Peru’s about-face echoes Argentina’s policy shift when President Alberto Fernandez took office in December 2019, replacing conservative Mauricio Macri. Bolivia’s ill-fated interim government was a fleeting Guaido supporter until caretaker president Jeanine Añez was voted out last year and jailed in March by the administration of President Luis Arce, alter ego of key Maduro ally and former president Evo Morales. Chile’s lame-duck administration and Ecuador’s new government have turned inward, while conservative stalwarts Colombia and Brazil are now too weak to carry the anti-Maduro mantle.

Mexico’s moment

Early on, Mexico and Uruguay resisted the anti-Maduro campaign spearheaded by the hawkish administration of former US president Donald Trump, invoking a “non-interference” stance and aligning with the ICG. Mexico’s president Andres Manuel Lopez Obrador, looking to burnish his international credentials practiced on Opec last year, will now host Norwegian-brokered negotiations starting next week between representatives of the Maduro government and different branches of the opposition, with a modest focus on establishing credible conditions for state and local elections in November. All sides are now seeking to manage expectations, while opposition hardliners in particular are wary of perceptions that they are returning to the talks waving a white flag.

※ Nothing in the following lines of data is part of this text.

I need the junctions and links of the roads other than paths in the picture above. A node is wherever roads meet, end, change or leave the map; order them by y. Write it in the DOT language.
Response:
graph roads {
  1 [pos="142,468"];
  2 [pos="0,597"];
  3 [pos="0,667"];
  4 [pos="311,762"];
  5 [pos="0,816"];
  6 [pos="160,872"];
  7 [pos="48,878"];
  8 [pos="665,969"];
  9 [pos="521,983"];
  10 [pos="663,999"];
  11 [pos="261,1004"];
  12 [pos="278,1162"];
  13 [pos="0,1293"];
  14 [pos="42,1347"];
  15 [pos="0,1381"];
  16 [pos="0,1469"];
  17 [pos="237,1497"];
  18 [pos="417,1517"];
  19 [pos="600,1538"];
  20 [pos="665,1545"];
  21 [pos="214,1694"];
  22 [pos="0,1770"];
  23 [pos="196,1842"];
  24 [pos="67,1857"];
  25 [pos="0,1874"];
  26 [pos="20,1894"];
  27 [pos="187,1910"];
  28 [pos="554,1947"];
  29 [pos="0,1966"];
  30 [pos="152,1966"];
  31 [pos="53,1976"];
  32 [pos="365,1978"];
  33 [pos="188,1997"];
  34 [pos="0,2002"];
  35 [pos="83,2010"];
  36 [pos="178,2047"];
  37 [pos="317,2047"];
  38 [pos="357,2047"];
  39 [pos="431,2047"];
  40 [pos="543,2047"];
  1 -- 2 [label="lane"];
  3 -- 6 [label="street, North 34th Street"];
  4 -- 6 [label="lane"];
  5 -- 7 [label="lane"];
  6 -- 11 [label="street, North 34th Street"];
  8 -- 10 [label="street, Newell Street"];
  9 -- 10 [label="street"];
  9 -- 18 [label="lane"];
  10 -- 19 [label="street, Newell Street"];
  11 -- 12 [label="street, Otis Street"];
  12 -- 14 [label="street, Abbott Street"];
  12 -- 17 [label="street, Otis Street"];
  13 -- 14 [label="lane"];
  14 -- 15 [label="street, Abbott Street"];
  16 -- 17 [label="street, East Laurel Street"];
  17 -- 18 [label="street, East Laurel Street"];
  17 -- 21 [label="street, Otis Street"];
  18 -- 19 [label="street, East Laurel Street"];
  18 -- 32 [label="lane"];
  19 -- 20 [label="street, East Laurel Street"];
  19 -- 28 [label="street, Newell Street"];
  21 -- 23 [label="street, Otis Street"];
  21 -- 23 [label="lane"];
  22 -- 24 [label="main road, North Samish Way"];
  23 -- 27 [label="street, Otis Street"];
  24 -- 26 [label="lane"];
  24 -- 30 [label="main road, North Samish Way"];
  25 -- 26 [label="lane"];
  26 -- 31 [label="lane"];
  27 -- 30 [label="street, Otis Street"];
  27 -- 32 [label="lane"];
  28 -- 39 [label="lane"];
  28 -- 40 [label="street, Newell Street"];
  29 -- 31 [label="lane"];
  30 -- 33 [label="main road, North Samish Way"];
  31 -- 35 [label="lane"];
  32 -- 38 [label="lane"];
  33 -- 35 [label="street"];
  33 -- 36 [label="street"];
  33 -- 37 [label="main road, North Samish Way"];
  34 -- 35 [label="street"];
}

The last Venezuelan talks, held in Oslo and Barbados in 2019, collapsed in a regional context that was outwardly hostile to Maduro, taking a cue from the Trump administration’s failed “maximum pressure” strategy designed to oust him. Until recently, US president Joe Biden maintained the Trump-era Venezuela policies as it focused on other foreign priorities and the Covid-19 pandemic. Now Washington is quietly encouraging Venezuelan-led negotiations in concert with the EU and signaling a willingness to gradually dismantle the sanctions by prioritizing carrots over sticks. Initial US steps such as authorizing LPG sales have been timid, but a restoration of Venezuelan crude-for-diesel swaps is not off the table.

Cuban wildcard

As Maduro and his foes cautiously resume negotiations, Cuba is a political wildcard. The island has long helped to prop up Maduro in an expedient exchange for Venezuelan oil. And Havana’s enduring narrative of blaming a Cold War-era US embargo for chronic deprivation at home shaped Venezuelan propaganda, sowing international sympathy for Caracas while muting widespread condemnation of its repression and human rights violations. Rare protests in Cuba in July were met with a harsh crackdown, prompting the Biden administration to impose targeted sanctions on Cuban officials and security forces, even as it works to loosen Trump’s restrictions on remittances.